/---

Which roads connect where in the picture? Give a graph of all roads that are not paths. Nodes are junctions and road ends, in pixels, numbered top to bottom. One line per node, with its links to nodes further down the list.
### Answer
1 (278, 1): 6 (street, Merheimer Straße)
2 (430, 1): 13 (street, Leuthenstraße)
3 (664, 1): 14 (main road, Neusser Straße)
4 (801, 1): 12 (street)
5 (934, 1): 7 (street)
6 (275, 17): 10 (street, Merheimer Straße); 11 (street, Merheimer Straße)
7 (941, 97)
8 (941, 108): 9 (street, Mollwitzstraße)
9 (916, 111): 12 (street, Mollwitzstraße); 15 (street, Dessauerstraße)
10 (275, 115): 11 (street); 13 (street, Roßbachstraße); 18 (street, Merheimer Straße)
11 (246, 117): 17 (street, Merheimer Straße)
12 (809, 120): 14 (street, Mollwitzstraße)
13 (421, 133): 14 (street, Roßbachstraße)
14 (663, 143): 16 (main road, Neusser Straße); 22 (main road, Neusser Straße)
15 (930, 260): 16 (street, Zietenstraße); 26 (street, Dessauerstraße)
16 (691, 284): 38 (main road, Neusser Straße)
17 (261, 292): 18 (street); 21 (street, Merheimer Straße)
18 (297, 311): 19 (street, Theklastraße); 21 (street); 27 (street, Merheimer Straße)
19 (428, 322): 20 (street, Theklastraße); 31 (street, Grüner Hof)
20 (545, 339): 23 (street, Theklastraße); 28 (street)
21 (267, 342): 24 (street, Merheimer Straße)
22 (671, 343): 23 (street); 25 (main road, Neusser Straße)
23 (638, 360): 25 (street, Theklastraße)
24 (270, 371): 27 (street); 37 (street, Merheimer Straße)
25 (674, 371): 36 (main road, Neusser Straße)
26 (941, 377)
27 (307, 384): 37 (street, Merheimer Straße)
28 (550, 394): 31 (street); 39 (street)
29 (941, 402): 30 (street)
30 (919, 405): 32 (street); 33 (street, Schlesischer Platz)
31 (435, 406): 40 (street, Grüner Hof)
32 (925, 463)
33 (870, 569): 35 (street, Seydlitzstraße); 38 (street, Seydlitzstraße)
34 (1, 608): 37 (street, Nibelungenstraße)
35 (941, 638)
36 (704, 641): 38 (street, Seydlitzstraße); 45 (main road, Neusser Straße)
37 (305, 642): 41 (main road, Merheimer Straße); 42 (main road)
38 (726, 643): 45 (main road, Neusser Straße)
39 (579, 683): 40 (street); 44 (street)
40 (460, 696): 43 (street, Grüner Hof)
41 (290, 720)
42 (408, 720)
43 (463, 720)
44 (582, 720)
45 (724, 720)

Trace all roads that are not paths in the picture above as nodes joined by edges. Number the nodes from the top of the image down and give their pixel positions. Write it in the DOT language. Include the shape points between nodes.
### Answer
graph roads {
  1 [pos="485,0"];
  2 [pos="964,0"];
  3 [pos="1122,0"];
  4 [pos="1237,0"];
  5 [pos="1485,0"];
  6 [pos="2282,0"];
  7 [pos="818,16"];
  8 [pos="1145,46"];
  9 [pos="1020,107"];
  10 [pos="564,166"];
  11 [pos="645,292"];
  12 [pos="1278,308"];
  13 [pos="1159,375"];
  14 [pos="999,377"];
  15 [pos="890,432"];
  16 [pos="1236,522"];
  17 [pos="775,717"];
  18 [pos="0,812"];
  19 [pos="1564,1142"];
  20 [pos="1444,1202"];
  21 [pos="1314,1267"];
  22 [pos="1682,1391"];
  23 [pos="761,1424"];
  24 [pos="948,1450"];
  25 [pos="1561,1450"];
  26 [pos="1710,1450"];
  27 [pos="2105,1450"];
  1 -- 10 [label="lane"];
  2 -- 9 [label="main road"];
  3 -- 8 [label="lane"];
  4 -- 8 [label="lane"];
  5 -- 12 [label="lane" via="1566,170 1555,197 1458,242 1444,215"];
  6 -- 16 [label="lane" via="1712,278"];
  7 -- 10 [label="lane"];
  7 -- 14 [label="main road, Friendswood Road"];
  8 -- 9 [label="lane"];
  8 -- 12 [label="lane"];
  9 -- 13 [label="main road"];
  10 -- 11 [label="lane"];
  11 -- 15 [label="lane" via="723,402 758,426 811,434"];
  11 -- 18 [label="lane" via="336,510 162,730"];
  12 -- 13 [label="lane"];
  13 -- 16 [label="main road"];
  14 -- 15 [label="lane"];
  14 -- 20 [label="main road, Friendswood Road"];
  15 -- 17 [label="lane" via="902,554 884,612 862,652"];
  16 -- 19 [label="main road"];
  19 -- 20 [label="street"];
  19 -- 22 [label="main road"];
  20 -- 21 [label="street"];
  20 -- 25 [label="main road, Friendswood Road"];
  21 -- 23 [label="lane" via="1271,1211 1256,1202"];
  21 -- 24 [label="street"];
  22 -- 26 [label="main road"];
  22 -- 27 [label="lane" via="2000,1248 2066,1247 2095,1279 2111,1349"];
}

\---

Return every line of the listing above where "Theklastraße" appears.

# [Response for this exercise]
18 (297, 311): 19 (street, Theklastraße); 21 (street); 27 (street, Merheimer Straße)
19 (428, 322): 20 (street, Theklastraße); 31 (street, Grüner Hof)
20 (545, 339): 23 (street, Theklastraße); 28 (street)
23 (638, 360): 25 (street, Theklastraße)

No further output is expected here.